> Collected data:
■ ■ ■ ■ ■
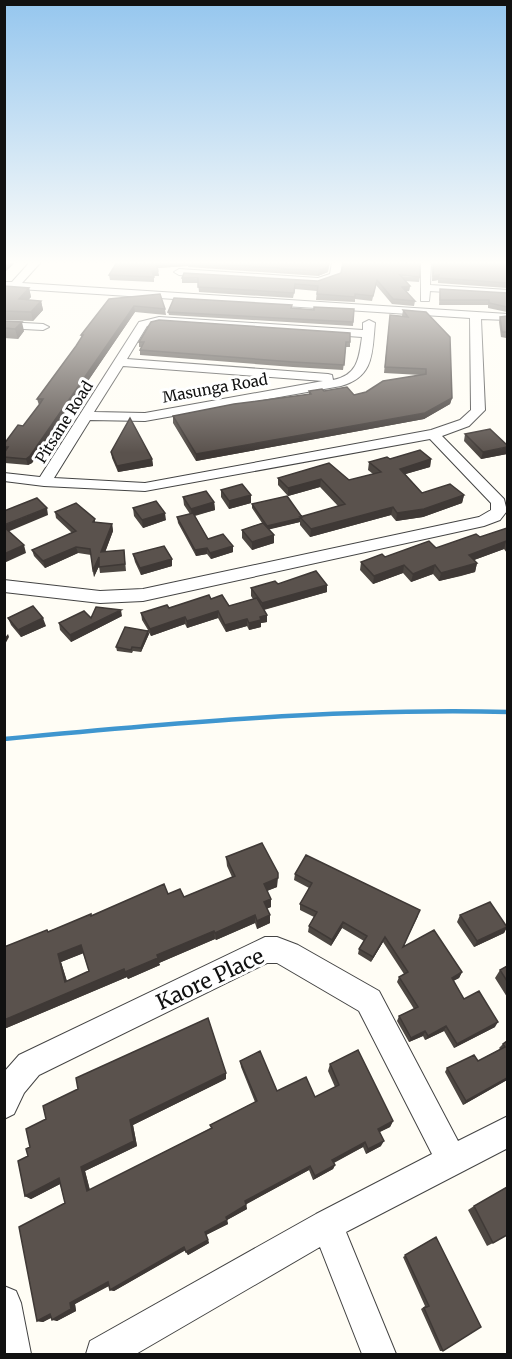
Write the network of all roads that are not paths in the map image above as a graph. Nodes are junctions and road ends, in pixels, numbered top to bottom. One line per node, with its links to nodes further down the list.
1 (12, 325): 6 (street)
2 (142, 325): 8 (street, Pitsane Road)
3 (227, 325): 7 (street, Pitsane Road)
4 (369, 325): 7 (street)
5 (475, 325): 11 (street)
6 (43, 327)
7 (368, 334): 9 (street)
8 (119, 362): 9 (street); 10 (street, Pitsane Road)
9 (349, 379): 10 (street, Masunga Road)
10 (86, 416): 13 (street, Pitsane Road)
11 (433, 434): 13 (street); 14 (street)
12 (4, 477): 13 (street)
13 (44, 482)
14 (4, 586)
15 (4, 1104): 17 (street, Kaore Place)
16 (507, 1131): 17 (street)
17 (451, 1159): 18 (street)
18 (327, 1225): 21 (street); 22 (street)
19 (4, 1303): 20 (street)
20 (15, 1354)
21 (103, 1354)
22 (379, 1354)

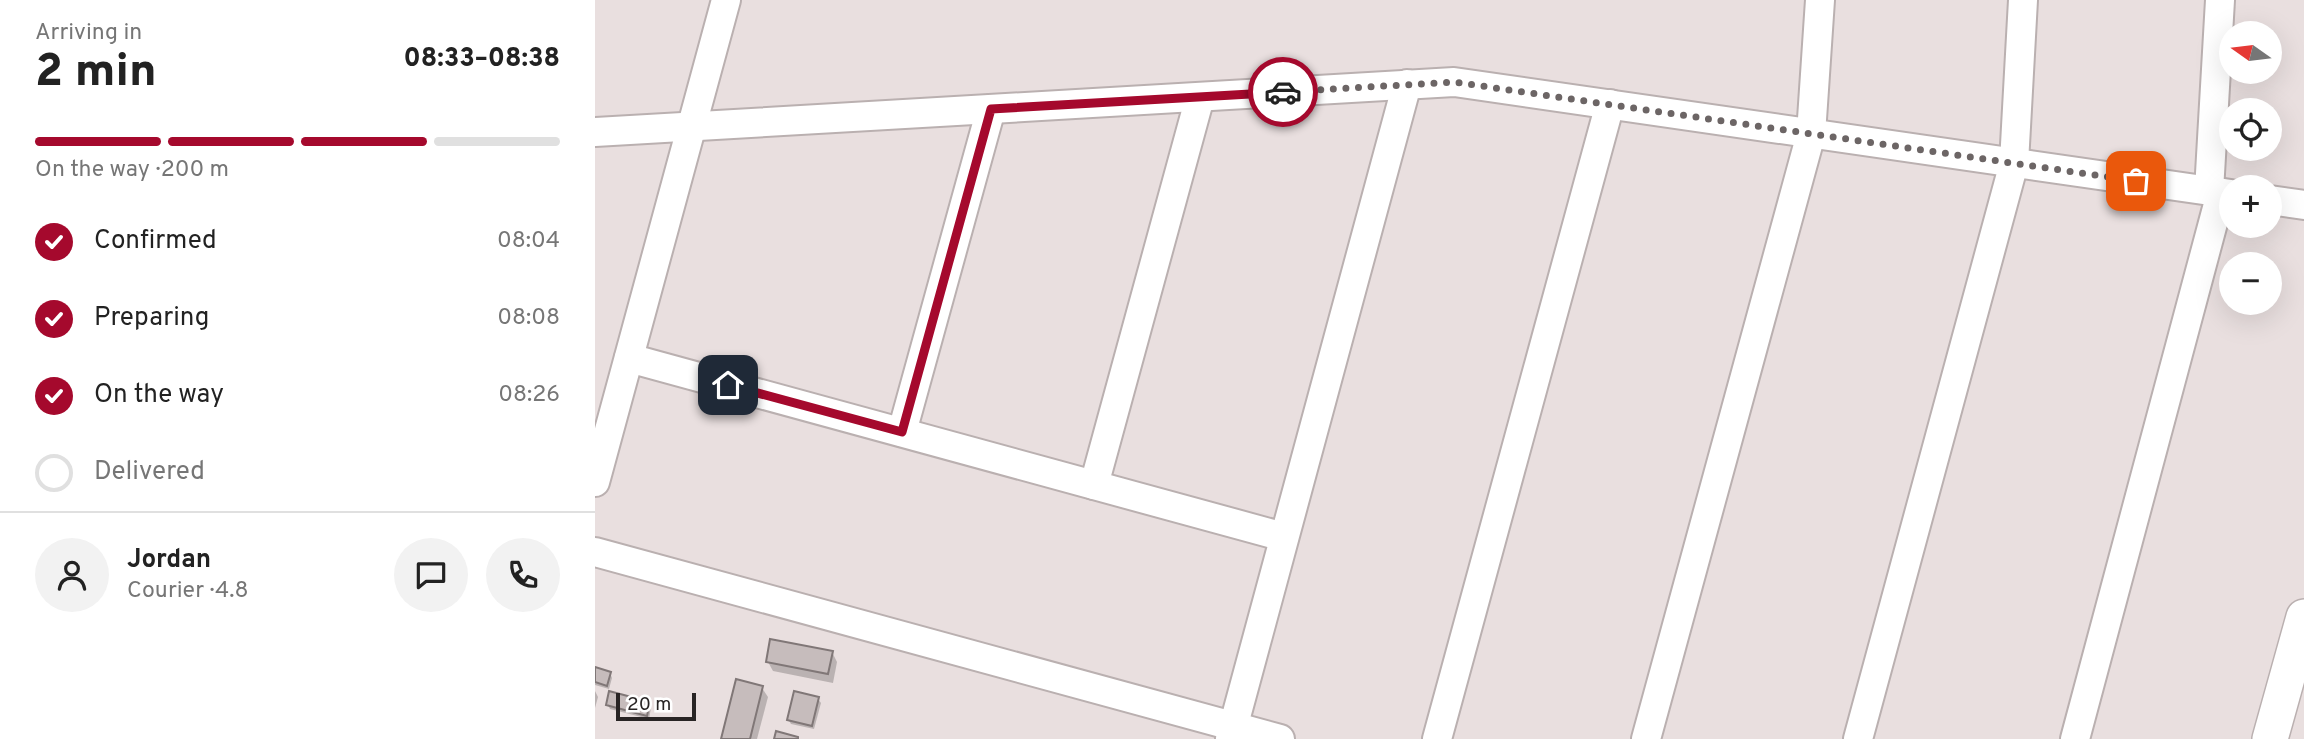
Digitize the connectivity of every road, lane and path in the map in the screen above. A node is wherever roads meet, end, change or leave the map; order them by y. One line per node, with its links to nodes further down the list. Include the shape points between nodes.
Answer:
1 (726, 0): 9 (street)
2 (1820, 0): 11 (street)
3 (2023, 0): 12 (street)
4 (2220, 0): 13 (street)
5 (1407, 84): 6 (street); 7 (street, via 1454,82); 22 (street)
6 (1200, 97): 8 (street); 21 (street)
7 (1610, 104): 11 (street); 27 (street)
8 (991, 109): 9 (street); 19 (street)
9 (692, 127): 10 (street); 18 (street)
10 (595, 132)
11 (1811, 134): 12 (street); 28 (street)
12 (2014, 163): 14 (street); 29 (street)
13 (2221, 175)
14 (2219, 193)
15 (2219, 200): 30 (street)
16 (2282, 202): 17 (street)
17 (2304, 205)
18 (629, 358): 19 (street); 20 (street)
19 (902, 432): 21 (street)
20 (595, 482)
21 (1094, 485): 22 (street)
22 (1285, 537): 25 (street)
23 (595, 552): 25 (street)
24 (2304, 617): 31 (street)
25 (1231, 733): 26 (street)
26 (1280, 739)
27 (1437, 739)
28 (1646, 739)
29 (1858, 739)
30 (2074, 739)
31 (2270, 739)

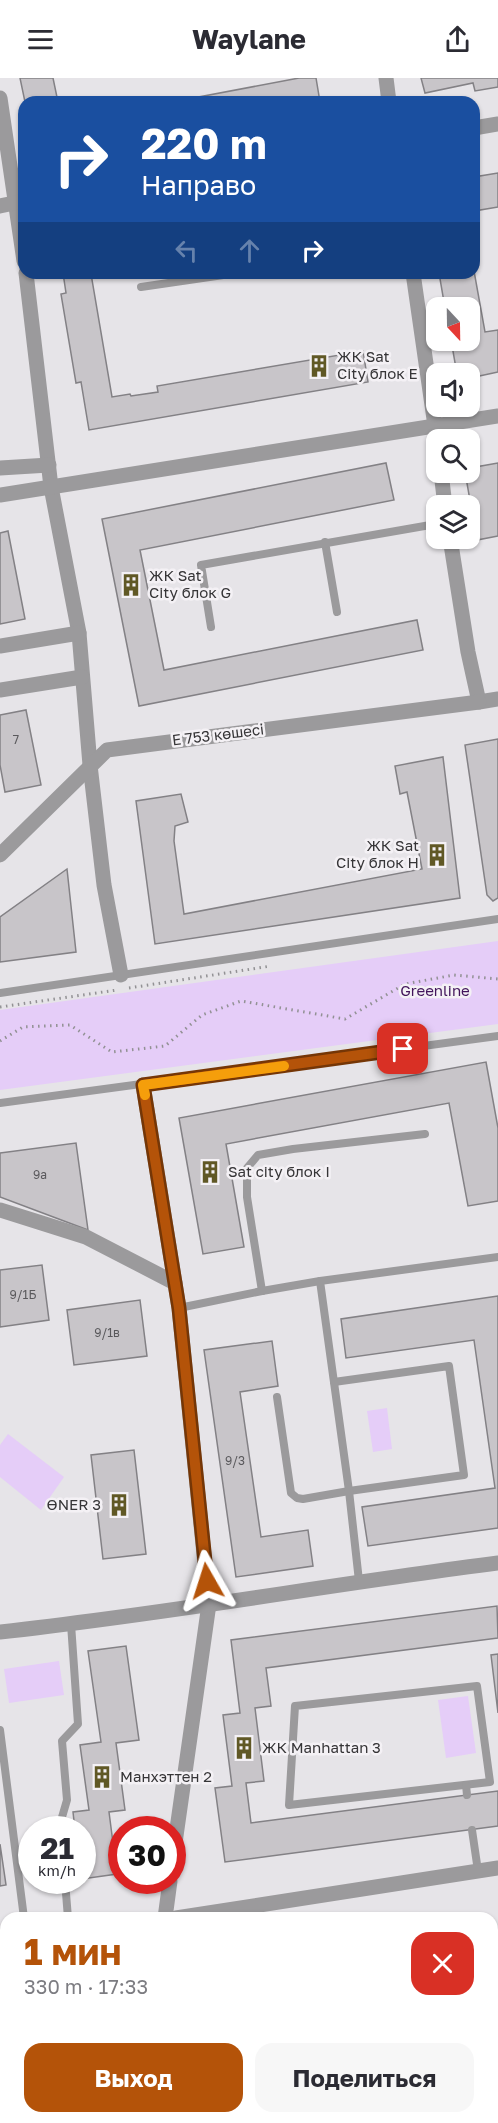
■ ■ ■ ■ ■
> Your instructions: Lines from the one containing "Digitize the connectivity" through the end of the entries above, both included, are to be written out exactly; no pictures and no other lines.

> Exercise response:
Digitize the connectivity of every road, lane and path in the map in the screen above. A node is wherever roads meet, end, change or leave the map; order them by y. One line per node, with its links to nodes further down the list. Include the shape points between nodes.
Answer:
1 (726, 0): 9 (street)
2 (1820, 0): 11 (street)
3 (2023, 0): 12 (street)
4 (2220, 0): 13 (street)
5 (1407, 84): 6 (street); 7 (street, via 1454,82); 22 (street)
6 (1200, 97): 8 (street); 21 (street)
7 (1610, 104): 11 (street); 27 (street)
8 (991, 109): 9 (street); 19 (street)
9 (692, 127): 10 (street); 18 (street)
10 (595, 132)
11 (1811, 134): 12 (street); 28 (street)
12 (2014, 163): 14 (street); 29 (street)
13 (2221, 175)
14 (2219, 193)
15 (2219, 200): 30 (street)
16 (2282, 202): 17 (street)
17 (2304, 205)
18 (629, 358): 19 (street); 20 (street)
19 (902, 432): 21 (street)
20 (595, 482)
21 (1094, 485): 22 (street)
22 (1285, 537): 25 (street)
23 (595, 552): 25 (street)
24 (2304, 617): 31 (street)
25 (1231, 733): 26 (street)
26 (1280, 739)
27 (1437, 739)
28 (1646, 739)
29 (1858, 739)
30 (2074, 739)
31 (2270, 739)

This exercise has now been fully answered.